Она не слушала мою просьбу и продолжала, а в ее тоне, не знаю, что было – волнение или ирония, нервные слезы или едкий смех:
– Если ты будешь около меня… когда я буду умирать, мой дорогой, слушай хорошенько! Ты положишь, да, ты положишь красивую подушку из желтого шелка между моими несчастными ножками и деревом гроба. А потом, ты убьешь мою красивую лаосскую собаку, и положишь ее, окровавленную, около меня, как она имела обыкновение ложиться сама около меня; ты знаешь, одна лапа на моем бедре, а другая на груди. А потом, долго, долго ты поцелуешь меня, мой милый, в губы, и в волосы. И будешь рассказывать мне истории, красивые истории, укачивающие и жгучие. Истории такие, которые ты мне говоришь, когда любишь. Не хочешь, мой милый? Обещаешь? Не делай такого похоронного лица! Печально не умереть, печально жить, когда несчастлив. Поклянись, поклянись, что обещаешь!
– Клара! Клара! Умоляю тебя! Замолчи!
Несомненно, я готов был лишиться чувств. Поток слез брызнул из моих глаз.
Я не мог бы назвать причину этих слез, которые не были тяжелы для меня, а, напротив, принесли мне как бы облегчение. И Клара ошиблась, приняв эти слезы за вызванные ею. Я плакал не о ней, не о6 ее грехе, не от милосердия, внушаемого ее больной душой, не от представления, вызванного ее словами о смерти. Может быть, я плакал только над собой, над своим присутствием в этом саду, над этой проклятой любовью, в которой, как я чувствовал, все, что было во мне теперь благородного порыва, высокого желания, честолюбия, профанировалось нечистым дыханием поцелуев, которых я стыдился и которых жаждал!
Нет же, нет!
И зачем мне лгать самому себе? Самые простые слезы, слезы слабости, усталости и лихорадки; слезы возбуждения перед слишком грубыми для моей слабой чувствительности зрелищами; перед слишком сильными для моего обоняния запахами; перед постоянными скачками от бессилия к возбуждению моих чувственных желаний. Женские слезы, ничтожныe слезы!

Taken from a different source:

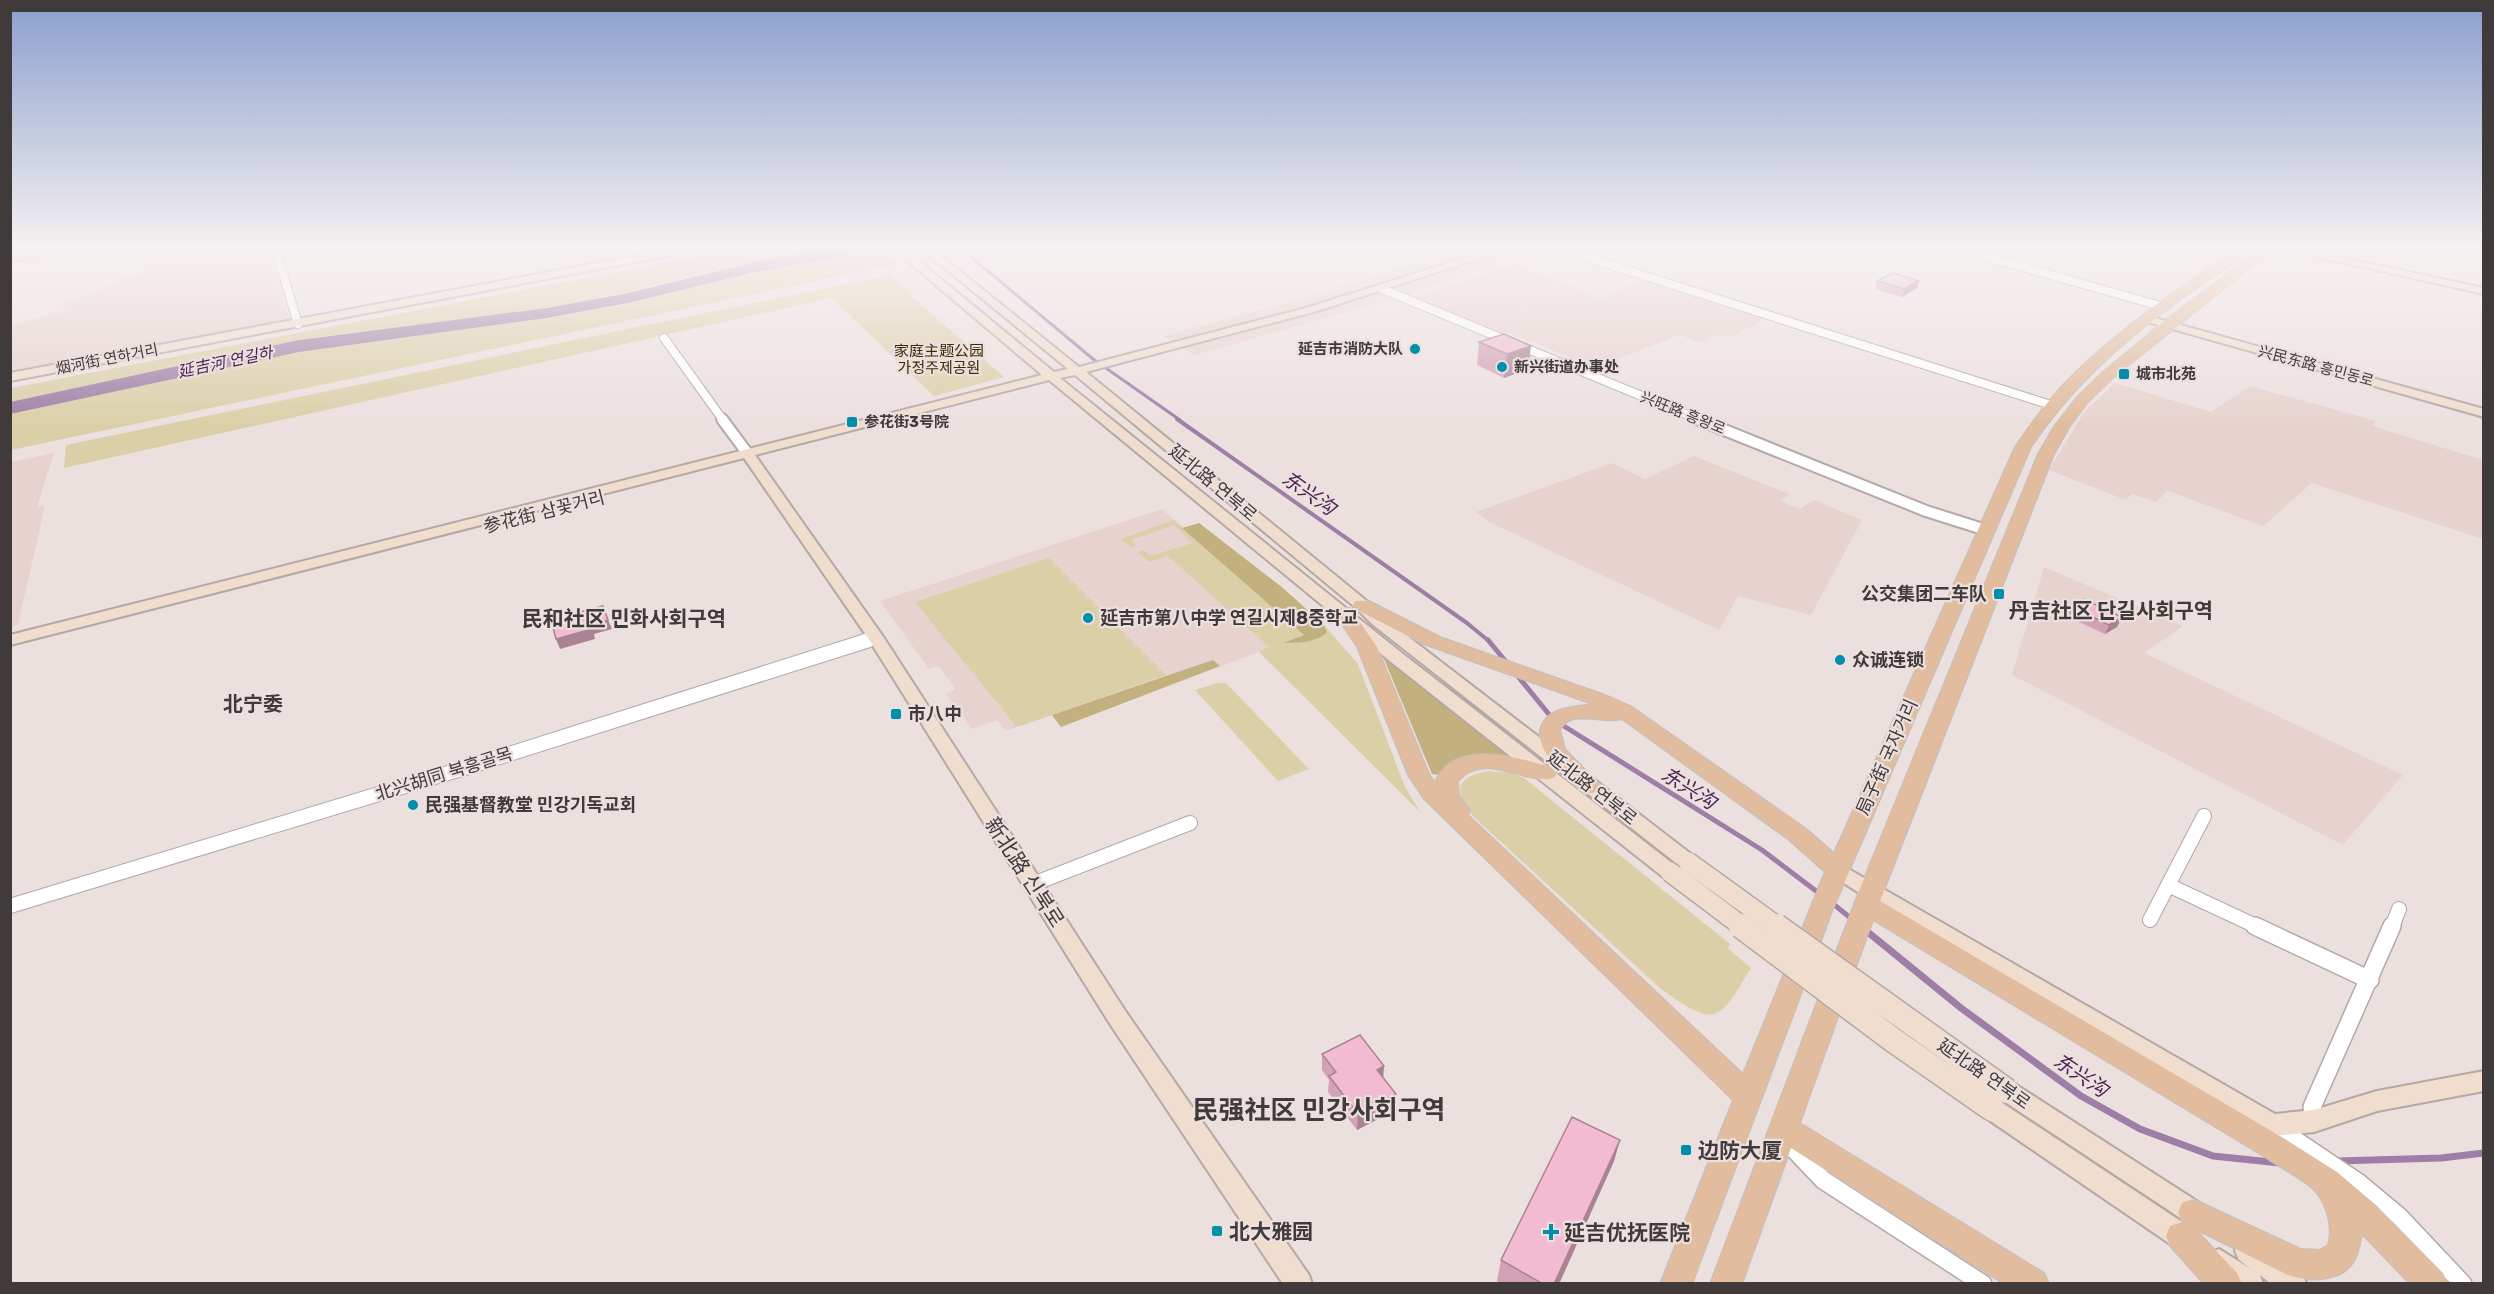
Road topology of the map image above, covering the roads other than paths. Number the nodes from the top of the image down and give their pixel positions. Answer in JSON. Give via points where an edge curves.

Уверенная, что я плачу о ней, умершей, лежащей в гробу, и счастливая своей властью надо мною, Клара сделалась очаровательно ласкова.
– Бедный малютка! – вздохнула она. – Ты плачешь? Ну, в таком случае сейчас же скажи, что у жирного добряка был простодушный вид. Скажи, чтобы доставить мне удовольствие, и я замолчу и никогда не заговорю о смерти, никогда больше. Ну! Сейчас же, скажите, поросенок.
Подло, но чтобы раз и навсегда покончить со всеми этими погребальными разговорами, я сделал то, о чем она просила меня.
С бурной радостью она бросилась мне на шею, поцеловала в губы, и, вытерев мне глаза, воскликнула:
– О, как ты любезен! Ты – любезный ребенок! Милый ребенок, дорогой мой! А я – гадкая женщина, злая бабенка. Которая дразнила тебя все время и заставляла плакать. А потом, толстяк – чудовище. Я ненавижу его. А потом, я не хочу, чтобы ты убивал мою прекрасную лаосскую собаку. А потом, я не хочу умирать. А потом, я обожаю тебя, ах! А потом, а потом, все это, понимаешь ли, было для смеха. Не плачь больше, ах! Не плачь больше! Улыбнись сейчас, засмейся своими добрыми глазами, своими нежными губами, своими губами, своими губами… И пойдем скорее! Я так люблю быстро ходить под руку с тобою!
И ее зонтик, легкий, сверкающий и сумасшедший, как огромная бабочка, летал над нашими соприкасающимися головами.
VII
Мы приближались к колоколу.
Справа и слева огромные красные цветы, огромные пурпурные цветы, пионы цвета крови, а в тени, под огромными зонтиковидными листьями петаситов, артуриумы, похожие на окровавленные легкие, казалось, иронически кланялись нам при проходе мимо них и указывали нам дорогу к мучениям.
Много здесь было и других цветов, цветов резни и убийства: тигридии, раскрывающие изуродованные горла, диклитры и их гирлянды красных цветочков, а также и суровые губоцветные с твердым мясом, мясистым, влажного цвета, настоящие человеческие губы – губы Клары, – кричащие с высоты своих нежных стеблей:
– Идите, милые, идите же скорее. Там, куда вы идете, еще больше страдания, еще больше мучений, больше крови, льющейся и впитывающейся в землю. Больше скорченных, разрываемых тел, хрипящих на железных столах, больше нарубленных тел, качающихся на веревке на виселице, больше ужаса и больше ада. Идите, мои дорогие, идите, уста с устами, рука с рукой. И смотрите сквозь листья и трельяжи, смотрите, как открывается адская диорама и дьявольское празднество смерти.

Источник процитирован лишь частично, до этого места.